18 Want indien ik, hetgeen ik afgebroken heb, datzelve wederom opbouw, zo stel ik mijzelven tot een overtreder.
εἰ γὰρ ἃ κατέλυσα, ταῦτα πάλιν οἰκοδομῶ, παραβάτην ἐμαυτὸν συνιστάνω·
19 Want ik ben door de wet der wet gestorven, opdat ik Gode leven zou.
ἐγὼ γὰρ διὰ νόμου νόμῳ ἀπέθανον, ἵνα θεῷ ζήσω.
20 Ik ben met Christus gekruist; en ik leef, doch niet meer ik, maar Christus leeft in mij; en hetgeen ik nu in het vlees leef, dat leef ik door het geloof des Zoons van God, Die mij liefgehad heeft, en Zichzelven voor mij overgegeven heeft.
Χριστῷ συνεσταύρωμαι· ζῶ δὲ οὐκέτι οὐκέτι ἐγώ, ζῇ δὲ ἐν ἐμοὶ Χριστός· ὃ δὲ νῦν ζῶ ἐν σαρκί, ἐν πίστει ζῶ τῇ τοῦ υἱοῦ τοῦ θεοῦ (καὶ Χριστοῦ *O*) τοῦ ἀγαπήσαντός με καὶ παραδόντος ἑαυτὸν ὑπὲρ ἐμοῦ.

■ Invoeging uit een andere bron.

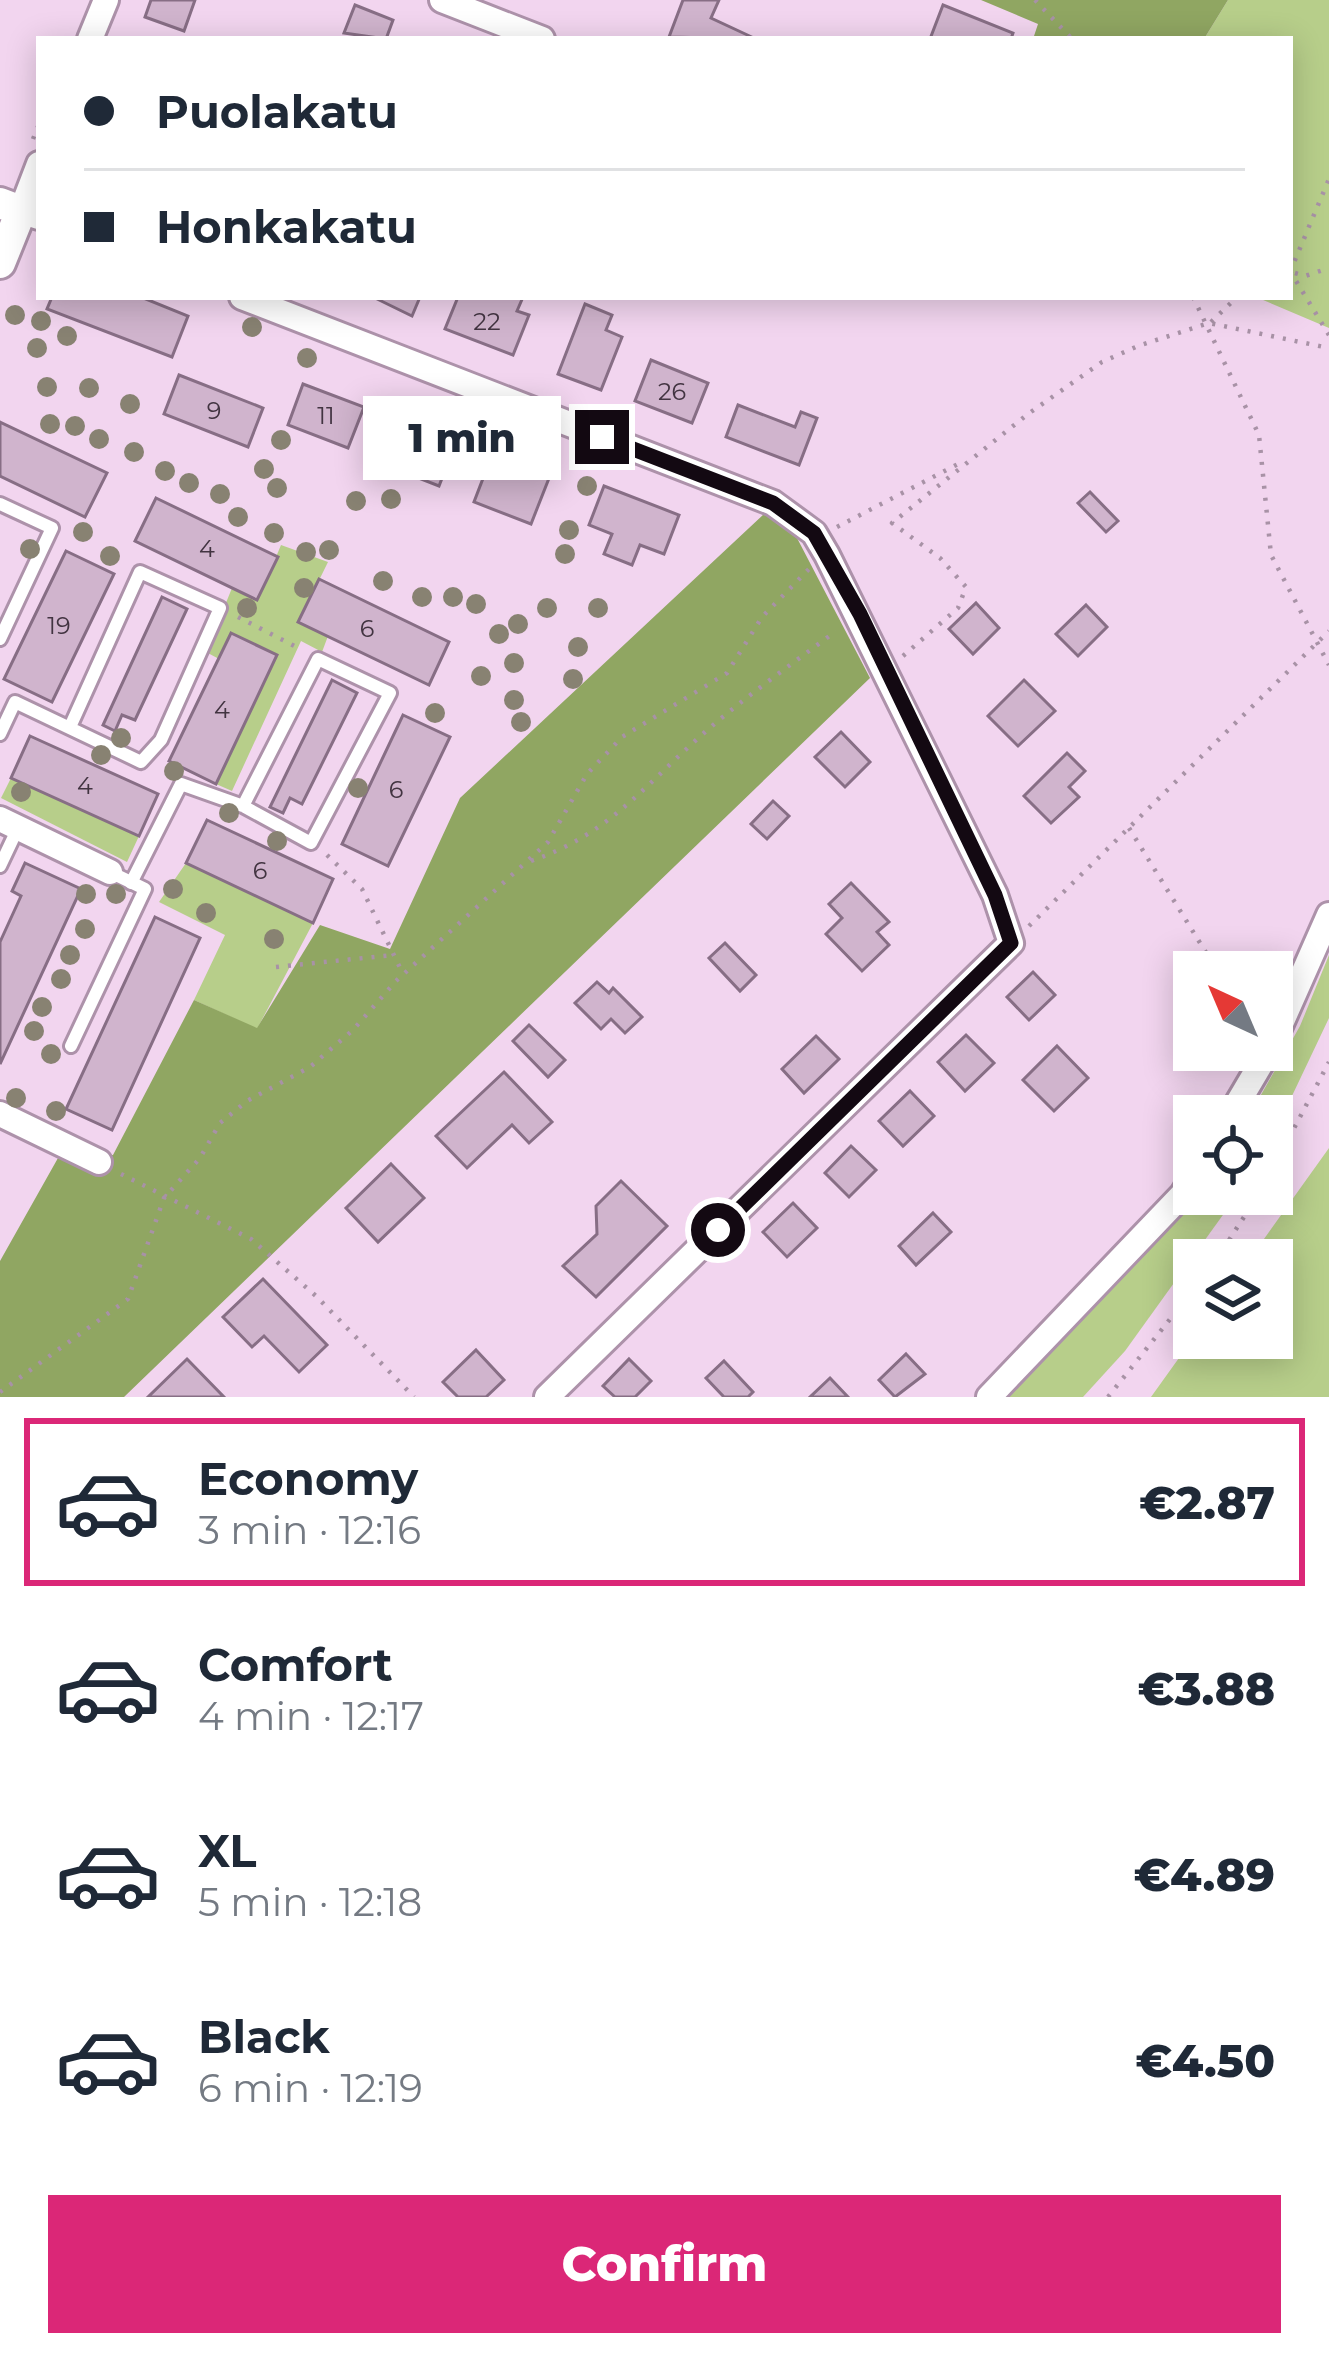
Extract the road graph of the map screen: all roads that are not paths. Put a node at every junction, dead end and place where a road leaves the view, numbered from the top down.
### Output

21 Ik doe de genade Gods niet te niet; want indien de rechtvaardigheid door de wet is, zo is dan Christus tevergeefs gestorven.
οὐκ ἀθετῶ τὴν χάριν τοῦ θεοῦ· εἰ γὰρ διὰ νόμου δικαιοσύνη, ἄρα Χριστὸς δωρεὰν ἀπέθανεν.